Genotyping conditions

Genomic DNA from peripheral blood leukocytes of patients and comparison individuals was prepared using the QIAamp Blood Mini Kit (Blossom, Taipei, Taiwan) and further processed as in our previous article39.

Primer sequences were designed as published by Chen and colleagues31. For IL-12A rs2243115 and rs568408, a mismatched A to replace C and a mismatched T to replace C were introduced into forward primers, respectively, at −3 bp from the polymorphic sites to create Bsen I and Nde I (New England BioLabs, Ipswich, MA, USA) digestible restriction sites. The primers were 5′-AGAAAAGACCTGTGAACAAAACGACT-3′ (forward) and 5′-AGATGGCTCACTAGATGCCAGG-3′ (reverse) for IL-12A rs2243115, and 5′-GAAGGATGGGACYATTACATCCATAT-3′ (forward) and 5′-CAGGATGGATATTTTCCCTTCT-3′ (reverse) for IL-12A rs568408. The variant allele IL-12A rs2243115G produced two fragments of 93 and 29 bp and the wild-type allele IL-12A rs2243115T generated one fragment of 122 bp. As for IL-12A rs568408, the wild-type allele IL-12A rs568408G produced 2 fragments of 98 and 23 bp and the variant allele IL-12A rs568408A resulted in one fragment of 121 bp. The primers of IL-12B rs3212227 were 5′-GATATCTTTGCTGTATTTGTATAGTT-3′ (forward) and 5′-AATATTTAAATAGCATGAAGGC-3′ (reverse), which generated a 118-bp fragment. Fragments were then digested by Taq I (New England BioLabs, Ipswich, MA, USA). The variant allele IL-12B rs3212227C produced 2 fragments of 92 and 26 bp, and the wild-type allele IL-12B rs3212227A resulted in a single 118-bp fragment.

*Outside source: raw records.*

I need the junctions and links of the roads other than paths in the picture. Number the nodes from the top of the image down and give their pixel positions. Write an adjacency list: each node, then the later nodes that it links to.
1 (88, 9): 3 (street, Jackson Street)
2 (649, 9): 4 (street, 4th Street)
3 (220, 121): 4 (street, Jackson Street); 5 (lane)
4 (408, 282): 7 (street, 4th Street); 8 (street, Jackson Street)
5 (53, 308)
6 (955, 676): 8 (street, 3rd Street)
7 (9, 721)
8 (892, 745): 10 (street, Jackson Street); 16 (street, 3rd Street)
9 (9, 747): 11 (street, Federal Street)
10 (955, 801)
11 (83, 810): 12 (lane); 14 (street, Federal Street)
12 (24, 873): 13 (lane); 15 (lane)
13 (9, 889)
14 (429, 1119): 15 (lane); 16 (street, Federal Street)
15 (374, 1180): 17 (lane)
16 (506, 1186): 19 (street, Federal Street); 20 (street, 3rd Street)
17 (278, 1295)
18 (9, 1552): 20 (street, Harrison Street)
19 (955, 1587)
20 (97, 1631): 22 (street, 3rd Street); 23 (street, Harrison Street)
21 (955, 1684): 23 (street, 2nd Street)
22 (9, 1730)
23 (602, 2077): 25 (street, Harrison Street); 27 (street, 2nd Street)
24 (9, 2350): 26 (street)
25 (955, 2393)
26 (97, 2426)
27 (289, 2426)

Polymerase chain reaction (PCR) cycling conditions were performed as follows: one cycle at 94 °C for 5 min; 35 cycles of 94 °C for 30 s, 55 °C for 30 s, and 72 °C for 30 s; and a final extension at 72 °C for 10 min. Products were separated on a 3% agarose gel at 100 volts for 20 min. Genotype analysis was performed blinded by three independent researchers. Approximately 5% of the samples for each SNP were randomly selected for direct sequencing and the results from PCR-RFLP and direct sequencing were 100% concordant.

Statistical analyses

All of the 198 cases and 453 controls containing genotypic and clinical data were analyzed. To ensure that controls were representative of the general population and to exclude the possibility of genotyping error, the deviation of the genotype frequencies of IL-12 SNPs in the control subjects from those expected under the HWE was assessed using the goodness-of-fit test. Student’s t-test was used for comparison of average age and pulmonary functions between case and control group. Pearson’s chi-square test was used to compare the distribution of age group, gender, and IL-12 genotypes/SNP alleles between cases and controls. Logistic regression was used to estimate crude and adjusted ORs with 95% CIs. Any P < 0.05 was considered statistically significant.